Investigational gene therapy for Leber's congenital amaurosis improved vision in two separate clinical trials

FORT LAUDERDALE, Fla. — Gene transfer therapy has successfully halted retinal degeneration and improved visual acuity in young adults with Leber's congenital amaurosis, two separate groups of clinical investigators announced during the Association for Research in Vision and Ophthalmology meeting here.

Both researchers' findings were published online Sunday in the New England Journal of Medicine. Both studies represent the first successful application of gene therapy in human patients for the debilitating retinal condition.

One group, led by researchers from the University of Pennsylvania and the Second University of Naples, Italy, outlined its results at a press conference here. The other group, led by researchers from the Moorfields Eye Hospital in London, presented its findings at a symposium during the meeting.

"We consider this a stepping stone to a new age, where the same strategies and the same agents can be used to treat conditions that are far more prevalent," Jean Bennett, MD, PhD, of the University of Pennsylvania, said. "An example would be Stargardt's disease."

Dr. Bennett was joined at the press conference by Katherine A. High, MD, and by phone by her husband, Albert M. Maguire, MD, and Alberto Auricchio, MD, from Italy.

In both studies, patients were injected with a normal version of the gene RPE65, a retinal pigment epithelium-specific protein, which is mutated in patients with one form of Leber's congenital amaurosis.
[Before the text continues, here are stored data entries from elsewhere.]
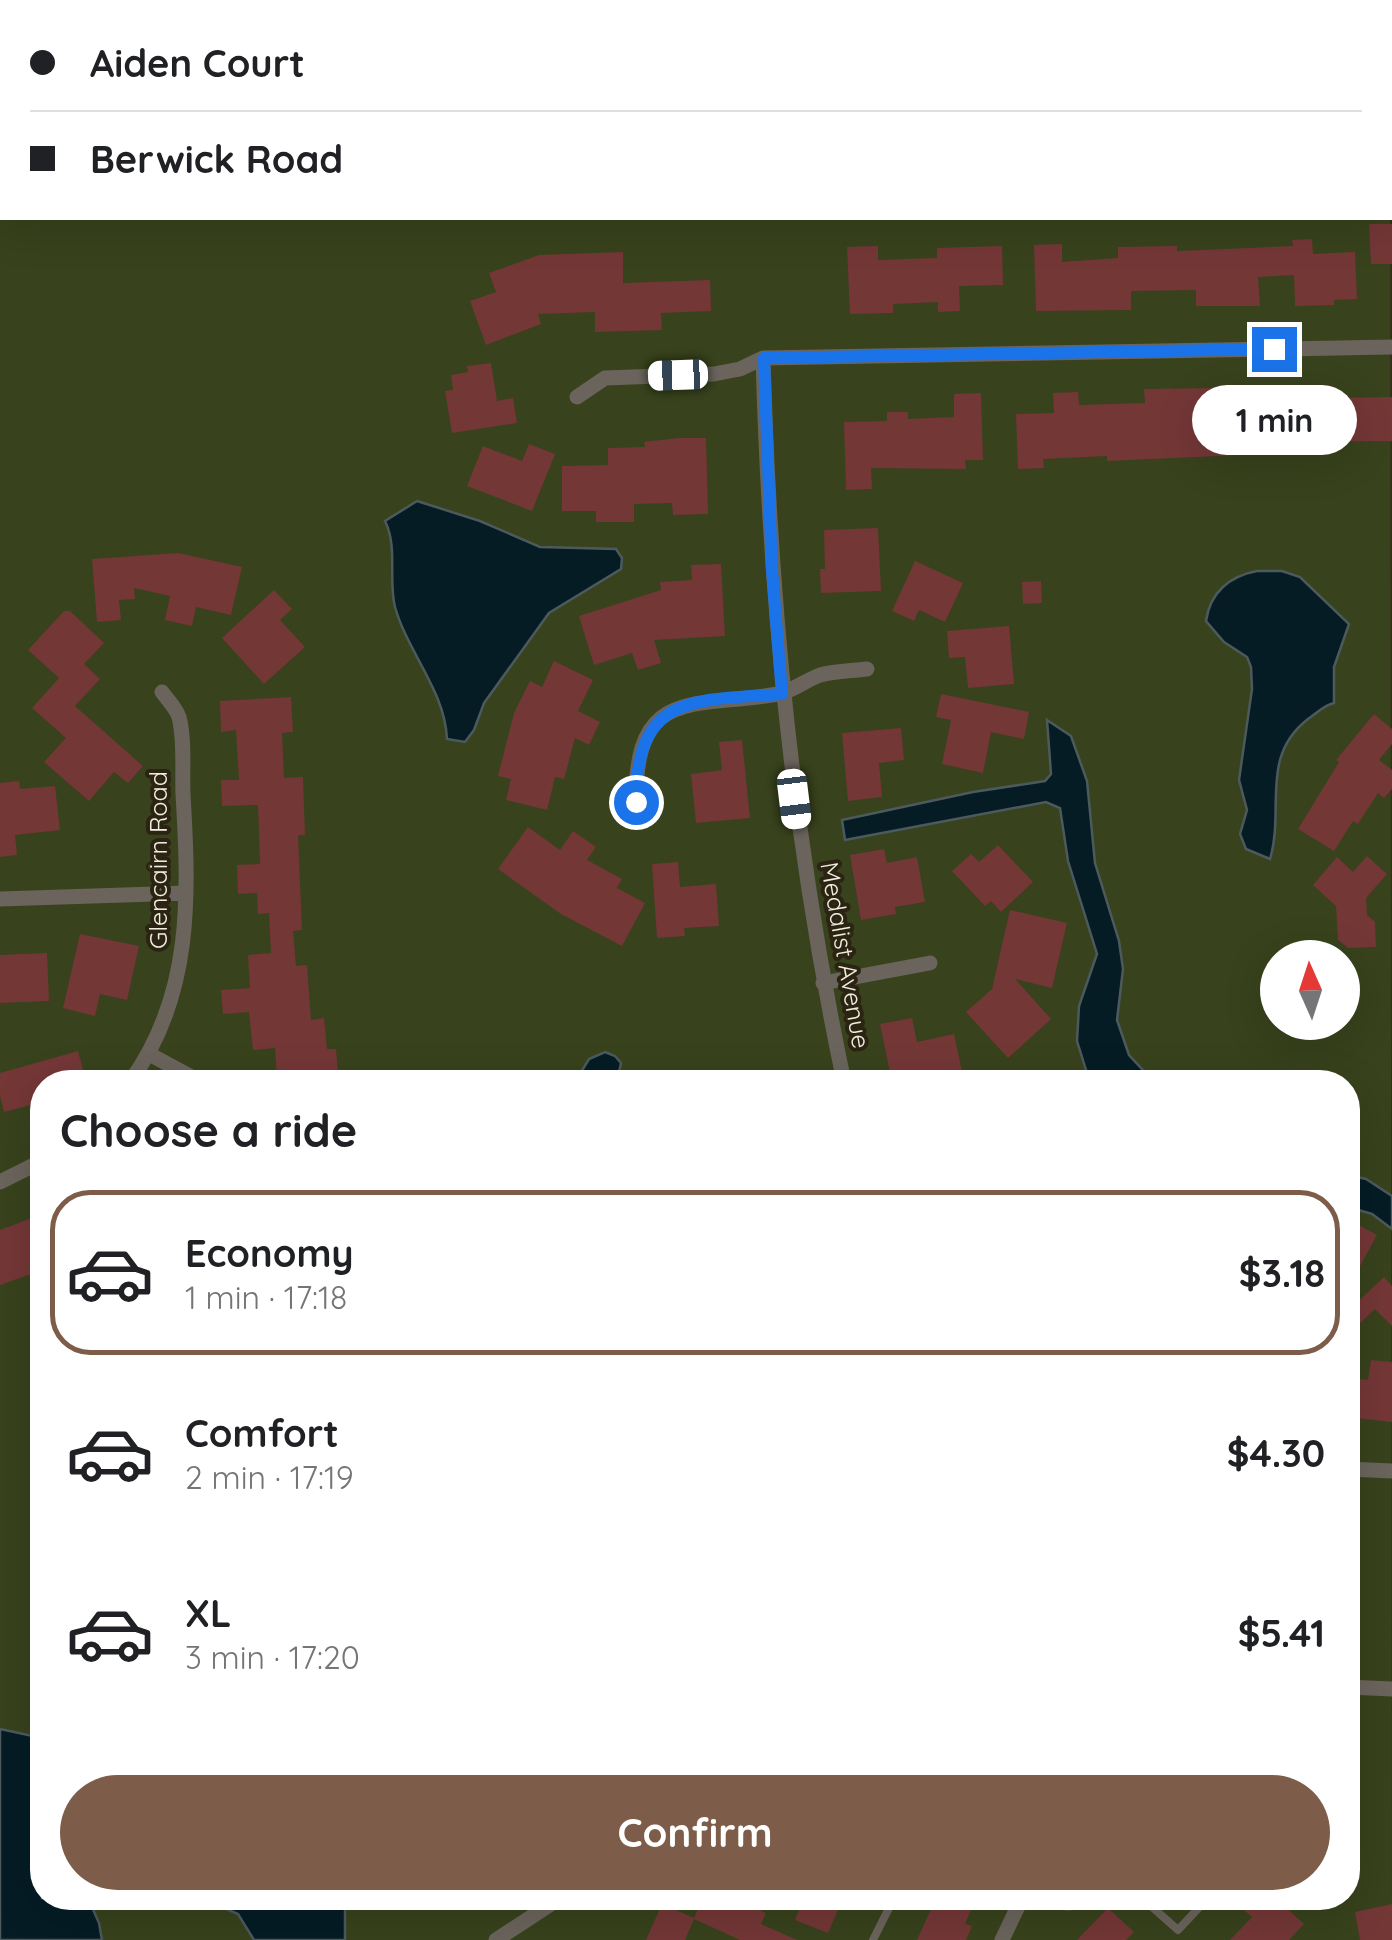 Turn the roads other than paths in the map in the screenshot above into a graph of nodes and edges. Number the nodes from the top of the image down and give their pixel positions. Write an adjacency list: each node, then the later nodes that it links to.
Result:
1 (1392, 347): 2 (street)
2 (764, 358): 3 (street); 6 (street, Medalist Avenue)
3 (577, 396)
4 (867, 668): 6 (street)
5 (162, 692): 8 (street, Glencairn Road)
6 (782, 694): 7 (street); 11 (street, Medalist Avenue)
7 (636, 802)
8 (186, 893): 9 (street); 12 (street, Glencairn Road)
9 (0, 899)
10 (930, 963): 11 (street)
11 (823, 983): 15 (street, Medalist Avenue)
12 (149, 1054): 13 (street, Glencairn Road); 14 (street)
13 (138, 1070)
14 (179, 1070)
15 (841, 1070)
16 (30, 1167): 17 (street)
17 (0, 1182)
18 (1360, 1469): 19 (street)
19 (1392, 1470)
20 (1360, 1688): 21 (street)
21 (1392, 1689)
22 (542, 1910): 27 (street)
23 (888, 1910): 28 (lane)
24 (1018, 1910): 29 (street)
25 (1156, 1910): 26 (lane)
26 (1197, 1910)
27 (496, 1940)
28 (873, 1940)
29 (1002, 1940)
In the University of Pennsylvania-led trial, three patients were enrolled: one 19-year-old woman and a set of 26-year-old twins, male and female, under the supervision of Francesca Simonelli, MD, from the Second University of Naples. They each received the therapy between October and January at the Children's Hospital of Philadelphia and were followed for 6 months.

These investigators reported that patients were able to read 3.5 lines after a single injection, whereas at baseline they were limited to hand motion perception. Researchers also reported that the injected eye became about three times more sensitive to light. One patient showed improvement in navigating an obstacle course, and all three had reduced signs of nystagmus.
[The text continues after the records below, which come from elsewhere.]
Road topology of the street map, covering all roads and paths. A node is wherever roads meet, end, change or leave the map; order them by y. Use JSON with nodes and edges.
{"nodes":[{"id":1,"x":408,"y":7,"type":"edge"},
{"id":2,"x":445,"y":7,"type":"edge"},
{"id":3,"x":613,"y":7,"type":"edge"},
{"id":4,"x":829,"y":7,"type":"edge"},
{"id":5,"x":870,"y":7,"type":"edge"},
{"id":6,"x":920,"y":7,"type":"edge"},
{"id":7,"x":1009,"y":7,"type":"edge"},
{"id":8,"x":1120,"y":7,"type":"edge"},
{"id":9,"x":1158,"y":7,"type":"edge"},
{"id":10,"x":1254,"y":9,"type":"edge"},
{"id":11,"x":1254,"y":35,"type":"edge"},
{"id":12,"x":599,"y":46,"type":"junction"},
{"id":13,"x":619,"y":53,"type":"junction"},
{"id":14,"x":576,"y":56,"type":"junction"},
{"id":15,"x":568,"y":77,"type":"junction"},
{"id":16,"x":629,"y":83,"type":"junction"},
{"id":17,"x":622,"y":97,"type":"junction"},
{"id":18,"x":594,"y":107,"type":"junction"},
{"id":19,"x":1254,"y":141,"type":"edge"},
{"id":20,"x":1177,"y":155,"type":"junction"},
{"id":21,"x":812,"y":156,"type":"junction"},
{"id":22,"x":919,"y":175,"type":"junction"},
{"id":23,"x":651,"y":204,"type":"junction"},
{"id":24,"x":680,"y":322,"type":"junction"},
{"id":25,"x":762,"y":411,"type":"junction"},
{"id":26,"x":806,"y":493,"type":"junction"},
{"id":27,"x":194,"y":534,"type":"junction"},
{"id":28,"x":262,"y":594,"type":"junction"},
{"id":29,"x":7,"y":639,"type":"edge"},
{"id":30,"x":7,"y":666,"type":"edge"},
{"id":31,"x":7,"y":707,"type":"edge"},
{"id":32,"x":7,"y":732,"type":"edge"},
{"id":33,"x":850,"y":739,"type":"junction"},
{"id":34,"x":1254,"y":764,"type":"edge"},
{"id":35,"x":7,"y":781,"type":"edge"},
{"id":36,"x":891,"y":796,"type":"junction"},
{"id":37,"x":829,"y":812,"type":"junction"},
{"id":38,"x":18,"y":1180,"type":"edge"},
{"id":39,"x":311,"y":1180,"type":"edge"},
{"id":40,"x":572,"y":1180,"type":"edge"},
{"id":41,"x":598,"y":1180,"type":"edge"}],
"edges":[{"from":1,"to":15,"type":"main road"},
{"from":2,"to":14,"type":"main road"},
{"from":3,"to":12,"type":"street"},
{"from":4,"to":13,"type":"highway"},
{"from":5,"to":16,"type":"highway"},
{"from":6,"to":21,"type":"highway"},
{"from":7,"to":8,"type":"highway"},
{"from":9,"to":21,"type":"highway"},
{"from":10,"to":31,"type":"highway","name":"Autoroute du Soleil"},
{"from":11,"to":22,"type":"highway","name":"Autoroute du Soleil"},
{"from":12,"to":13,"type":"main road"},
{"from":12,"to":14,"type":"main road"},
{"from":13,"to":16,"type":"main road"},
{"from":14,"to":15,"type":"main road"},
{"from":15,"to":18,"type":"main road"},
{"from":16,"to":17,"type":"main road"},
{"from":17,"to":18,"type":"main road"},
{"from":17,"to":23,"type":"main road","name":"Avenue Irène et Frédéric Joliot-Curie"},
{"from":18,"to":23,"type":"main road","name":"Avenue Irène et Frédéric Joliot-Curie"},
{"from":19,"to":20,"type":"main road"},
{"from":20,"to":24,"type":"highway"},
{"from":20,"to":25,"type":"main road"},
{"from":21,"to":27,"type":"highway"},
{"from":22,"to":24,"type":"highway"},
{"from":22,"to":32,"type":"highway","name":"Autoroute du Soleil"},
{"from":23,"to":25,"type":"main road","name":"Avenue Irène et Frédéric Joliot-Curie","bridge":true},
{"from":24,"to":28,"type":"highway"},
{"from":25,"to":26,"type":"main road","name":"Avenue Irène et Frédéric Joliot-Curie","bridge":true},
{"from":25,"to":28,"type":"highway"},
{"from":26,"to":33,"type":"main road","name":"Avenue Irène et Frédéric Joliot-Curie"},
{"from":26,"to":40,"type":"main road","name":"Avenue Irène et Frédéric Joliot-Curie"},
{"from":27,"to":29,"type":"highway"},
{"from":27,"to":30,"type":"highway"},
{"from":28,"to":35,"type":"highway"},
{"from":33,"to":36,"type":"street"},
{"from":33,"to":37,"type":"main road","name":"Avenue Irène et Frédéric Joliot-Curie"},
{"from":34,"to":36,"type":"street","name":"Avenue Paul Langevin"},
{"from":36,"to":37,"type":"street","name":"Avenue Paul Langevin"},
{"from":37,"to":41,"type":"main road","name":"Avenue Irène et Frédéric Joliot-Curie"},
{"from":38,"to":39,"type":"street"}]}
"After injecting the study agent into one eye, we evaluated a number of systemic and ocular findings to look for toxicity," Dr. Maguire said. He noted that the researchers used stringent objective and subjective criteria to eliminate any uncertainty over the validity of the results.

Regarding adverse effects, one patient developed a macular hole that did not appear to affect vision.

"It was thought it was related to surgery and not the vector, and a modification was made to prevent this in future procedures," Dr. Bennett said.

The researchers plan to follow the patients for 15 years over a prescribed series of time intervals, which will taper off to an annual follow-up after a year and a half. They have also injected one other subject and have lined up two more patients who are willing to undergo this treatment.

In the second group, from Moorfields Eye Hospital, James W.B. Bainbridge, PhD, FRCOphth, said visual results were promising, and there were no complications from surgery or any toxic effects. This study also looked at three adults who were between 17 and 23 years old.

In one patient, improvement of three lines was seen, but it was not clinically significant because improvement was also detected in the untreated eye, Dr. Bainbridge said. Yet one patient exhibited five times more retinal sensitivity 6 months after surgery, with no improvement in the untreated eye. Another patient demonstrated dramatic improvement in navigating a controlled spatial environment and reported feeling more confident while maneuvering it.

Dr. Bainbridge said the group is encouraged by its findings so far, and a trial is already beginning in children.

In light of the publicity that surrounded both of these studies here, some audience members called for caution when interpreting these results until it is conclusively established that the treatment has a direct anatomic effect on patients.